> EXERCISE INSTRUCTIONS
Restate each record exactly as it was written.

> DATA SHOWN
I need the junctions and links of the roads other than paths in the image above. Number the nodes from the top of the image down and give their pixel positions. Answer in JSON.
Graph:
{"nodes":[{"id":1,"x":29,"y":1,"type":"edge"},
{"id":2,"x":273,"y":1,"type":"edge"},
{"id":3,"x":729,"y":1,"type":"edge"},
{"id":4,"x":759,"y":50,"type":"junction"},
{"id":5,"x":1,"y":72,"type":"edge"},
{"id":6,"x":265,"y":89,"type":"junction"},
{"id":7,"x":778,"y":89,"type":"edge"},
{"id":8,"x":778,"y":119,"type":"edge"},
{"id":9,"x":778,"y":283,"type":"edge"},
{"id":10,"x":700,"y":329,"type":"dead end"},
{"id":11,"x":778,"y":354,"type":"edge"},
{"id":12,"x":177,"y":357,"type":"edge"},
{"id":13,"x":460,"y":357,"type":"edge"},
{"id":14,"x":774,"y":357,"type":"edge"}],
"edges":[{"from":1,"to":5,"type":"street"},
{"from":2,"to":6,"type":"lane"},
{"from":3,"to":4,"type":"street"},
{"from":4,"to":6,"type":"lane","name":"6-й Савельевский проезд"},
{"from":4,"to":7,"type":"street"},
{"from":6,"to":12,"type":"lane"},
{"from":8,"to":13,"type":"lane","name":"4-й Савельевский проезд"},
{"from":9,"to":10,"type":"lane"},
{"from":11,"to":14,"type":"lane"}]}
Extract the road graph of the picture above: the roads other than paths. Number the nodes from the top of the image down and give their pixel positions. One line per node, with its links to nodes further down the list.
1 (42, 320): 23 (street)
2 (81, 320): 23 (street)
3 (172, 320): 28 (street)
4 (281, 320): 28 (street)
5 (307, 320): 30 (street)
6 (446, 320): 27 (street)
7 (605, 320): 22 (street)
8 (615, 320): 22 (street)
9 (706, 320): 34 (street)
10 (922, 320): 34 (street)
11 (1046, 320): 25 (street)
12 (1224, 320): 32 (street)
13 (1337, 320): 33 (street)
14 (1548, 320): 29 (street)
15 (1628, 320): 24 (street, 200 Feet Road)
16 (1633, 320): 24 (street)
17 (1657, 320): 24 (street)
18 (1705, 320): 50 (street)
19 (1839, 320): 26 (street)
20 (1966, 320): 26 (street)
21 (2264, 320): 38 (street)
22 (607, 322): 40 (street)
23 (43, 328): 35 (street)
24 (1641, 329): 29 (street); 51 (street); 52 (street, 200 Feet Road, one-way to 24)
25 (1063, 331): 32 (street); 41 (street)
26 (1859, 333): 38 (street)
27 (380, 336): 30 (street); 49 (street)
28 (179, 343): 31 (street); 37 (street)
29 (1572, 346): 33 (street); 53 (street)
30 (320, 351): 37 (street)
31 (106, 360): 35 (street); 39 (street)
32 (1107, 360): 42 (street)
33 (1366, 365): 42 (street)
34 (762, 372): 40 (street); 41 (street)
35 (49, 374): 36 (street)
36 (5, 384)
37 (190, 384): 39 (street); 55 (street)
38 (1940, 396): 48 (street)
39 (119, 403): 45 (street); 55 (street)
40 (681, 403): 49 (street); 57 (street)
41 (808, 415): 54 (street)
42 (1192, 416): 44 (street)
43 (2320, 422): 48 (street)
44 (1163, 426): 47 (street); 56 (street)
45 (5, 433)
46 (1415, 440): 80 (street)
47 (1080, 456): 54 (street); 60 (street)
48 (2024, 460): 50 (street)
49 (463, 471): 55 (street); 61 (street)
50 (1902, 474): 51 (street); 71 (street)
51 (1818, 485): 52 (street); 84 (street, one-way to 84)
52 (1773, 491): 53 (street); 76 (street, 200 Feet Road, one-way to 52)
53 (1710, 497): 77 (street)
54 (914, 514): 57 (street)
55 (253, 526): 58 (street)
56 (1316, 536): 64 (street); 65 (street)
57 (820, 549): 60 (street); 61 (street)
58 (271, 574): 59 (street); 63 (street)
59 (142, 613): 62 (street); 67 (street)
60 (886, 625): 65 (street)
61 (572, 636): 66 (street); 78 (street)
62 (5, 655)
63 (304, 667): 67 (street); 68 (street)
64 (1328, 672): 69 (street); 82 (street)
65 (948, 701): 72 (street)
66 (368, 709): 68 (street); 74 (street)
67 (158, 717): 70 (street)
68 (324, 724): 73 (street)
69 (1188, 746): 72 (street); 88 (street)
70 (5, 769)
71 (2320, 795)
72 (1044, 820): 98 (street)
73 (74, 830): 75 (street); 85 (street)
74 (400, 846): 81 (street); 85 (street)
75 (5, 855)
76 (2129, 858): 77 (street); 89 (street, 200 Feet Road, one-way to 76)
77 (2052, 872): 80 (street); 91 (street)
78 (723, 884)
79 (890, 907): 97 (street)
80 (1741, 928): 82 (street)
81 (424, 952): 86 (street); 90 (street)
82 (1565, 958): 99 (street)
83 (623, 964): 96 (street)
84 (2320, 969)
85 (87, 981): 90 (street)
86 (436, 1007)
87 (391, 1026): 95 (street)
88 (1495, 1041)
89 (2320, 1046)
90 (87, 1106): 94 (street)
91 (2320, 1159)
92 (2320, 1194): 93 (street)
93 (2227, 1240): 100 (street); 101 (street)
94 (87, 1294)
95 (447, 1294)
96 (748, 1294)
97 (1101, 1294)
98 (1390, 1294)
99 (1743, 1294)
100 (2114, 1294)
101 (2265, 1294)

> WRITTEN SOLUTION
I need the junctions and links of the roads other than paths in the image above. Number the nodes from the top of the image down and give their pixel positions. Answer in JSON.
Graph:
{"nodes":[{"id":1,"x":29,"y":1,"type":"edge"},
{"id":2,"x":273,"y":1,"type":"edge"},
{"id":3,"x":729,"y":1,"type":"edge"},
{"id":4,"x":759,"y":50,"type":"junction"},
{"id":5,"x":1,"y":72,"type":"edge"},
{"id":6,"x":265,"y":89,"type":"junction"},
{"id":7,"x":778,"y":89,"type":"edge"},
{"id":8,"x":778,"y":119,"type":"edge"},
{"id":9,"x":778,"y":283,"type":"edge"},
{"id":10,"x":700,"y":329,"type":"dead end"},
{"id":11,"x":778,"y":354,"type":"edge"},
{"id":12,"x":177,"y":357,"type":"edge"},
{"id":13,"x":460,"y":357,"type":"edge"},
{"id":14,"x":774,"y":357,"type":"edge"}],
"edges":[{"from":1,"to":5,"type":"street"},
{"from":2,"to":6,"type":"lane"},
{"from":3,"to":4,"type":"street"},
{"from":4,"to":6,"type":"lane","name":"6-й Савельевский проезд"},
{"from":4,"to":7,"type":"street"},
{"from":6,"to":12,"type":"lane"},
{"from":8,"to":13,"type":"lane","name":"4-й Савельевский проезд"},
{"from":9,"to":10,"type":"lane"},
{"from":11,"to":14,"type":"lane"}]}
Extract the road graph of the picture above: the roads other than paths. Number the nodes from the top of the image down and give their pixel positions. One line per node, with its links to nodes further down the list.
1 (42, 320): 23 (street)
2 (81, 320): 23 (street)
3 (172, 320): 28 (street)
4 (281, 320): 28 (street)
5 (307, 320): 30 (street)
6 (446, 320): 27 (street)
7 (605, 320): 22 (street)
8 (615, 320): 22 (street)
9 (706, 320): 34 (street)
10 (922, 320): 34 (street)
11 (1046, 320): 25 (street)
12 (1224, 320): 32 (street)
13 (1337, 320): 33 (street)
14 (1548, 320): 29 (street)
15 (1628, 320): 24 (street, 200 Feet Road)
16 (1633, 320): 24 (street)
17 (1657, 320): 24 (street)
18 (1705, 320): 50 (street)
19 (1839, 320): 26 (street)
20 (1966, 320): 26 (street)
21 (2264, 320): 38 (street)
22 (607, 322): 40 (street)
23 (43, 328): 35 (street)
24 (1641, 329): 29 (street); 51 (street); 52 (street, 200 Feet Road, one-way to 24)
25 (1063, 331): 32 (street); 41 (street)
26 (1859, 333): 38 (street)
27 (380, 336): 30 (street); 49 (street)
28 (179, 343): 31 (street); 37 (street)
29 (1572, 346): 33 (street); 53 (street)
30 (320, 351): 37 (street)
31 (106, 360): 35 (street); 39 (street)
32 (1107, 360): 42 (street)
33 (1366, 365): 42 (street)
34 (762, 372): 40 (street); 41 (street)
35 (49, 374): 36 (street)
36 (5, 384)
37 (190, 384): 39 (street); 55 (street)
38 (1940, 396): 48 (street)
39 (119, 403): 45 (street); 55 (street)
40 (681, 403): 49 (street); 57 (street)
41 (808, 415): 54 (street)
42 (1192, 416): 44 (street)
43 (2320, 422): 48 (street)
44 (1163, 426): 47 (street); 56 (street)
45 (5, 433)
46 (1415, 440): 80 (street)
47 (1080, 456): 54 (street); 60 (street)
48 (2024, 460): 50 (street)
49 (463, 471): 55 (street); 61 (street)
50 (1902, 474): 51 (street); 71 (street)
51 (1818, 485): 52 (street); 84 (street, one-way to 84)
52 (1773, 491): 53 (street); 76 (street, 200 Feet Road, one-way to 52)
53 (1710, 497): 77 (street)
54 (914, 514): 57 (street)
55 (253, 526): 58 (street)
56 (1316, 536): 64 (street); 65 (street)
57 (820, 549): 60 (street); 61 (street)
58 (271, 574): 59 (street); 63 (street)
59 (142, 613): 62 (street); 67 (street)
60 (886, 625): 65 (street)
61 (572, 636): 66 (street); 78 (street)
62 (5, 655)
63 (304, 667): 67 (street); 68 (street)
64 (1328, 672): 69 (street); 82 (street)
65 (948, 701): 72 (street)
66 (368, 709): 68 (street); 74 (street)
67 (158, 717): 70 (street)
68 (324, 724): 73 (street)
69 (1188, 746): 72 (street); 88 (street)
70 (5, 769)
71 (2320, 795)
72 (1044, 820): 98 (street)
73 (74, 830): 75 (street); 85 (street)
74 (400, 846): 81 (street); 85 (street)
75 (5, 855)
76 (2129, 858): 77 (street); 89 (street, 200 Feet Road, one-way to 76)
77 (2052, 872): 80 (street); 91 (street)
78 (723, 884)
79 (890, 907): 97 (street)
80 (1741, 928): 82 (street)
81 (424, 952): 86 (street); 90 (street)
82 (1565, 958): 99 (street)
83 (623, 964): 96 (street)
84 (2320, 969)
85 (87, 981): 90 (street)
86 (436, 1007)
87 (391, 1026): 95 (street)
88 (1495, 1041)
89 (2320, 1046)
90 (87, 1106): 94 (street)
91 (2320, 1159)
92 (2320, 1194): 93 (street)
93 (2227, 1240): 100 (street); 101 (street)
94 (87, 1294)
95 (447, 1294)
96 (748, 1294)
97 (1101, 1294)
98 (1390, 1294)
99 (1743, 1294)
100 (2114, 1294)
101 (2265, 1294)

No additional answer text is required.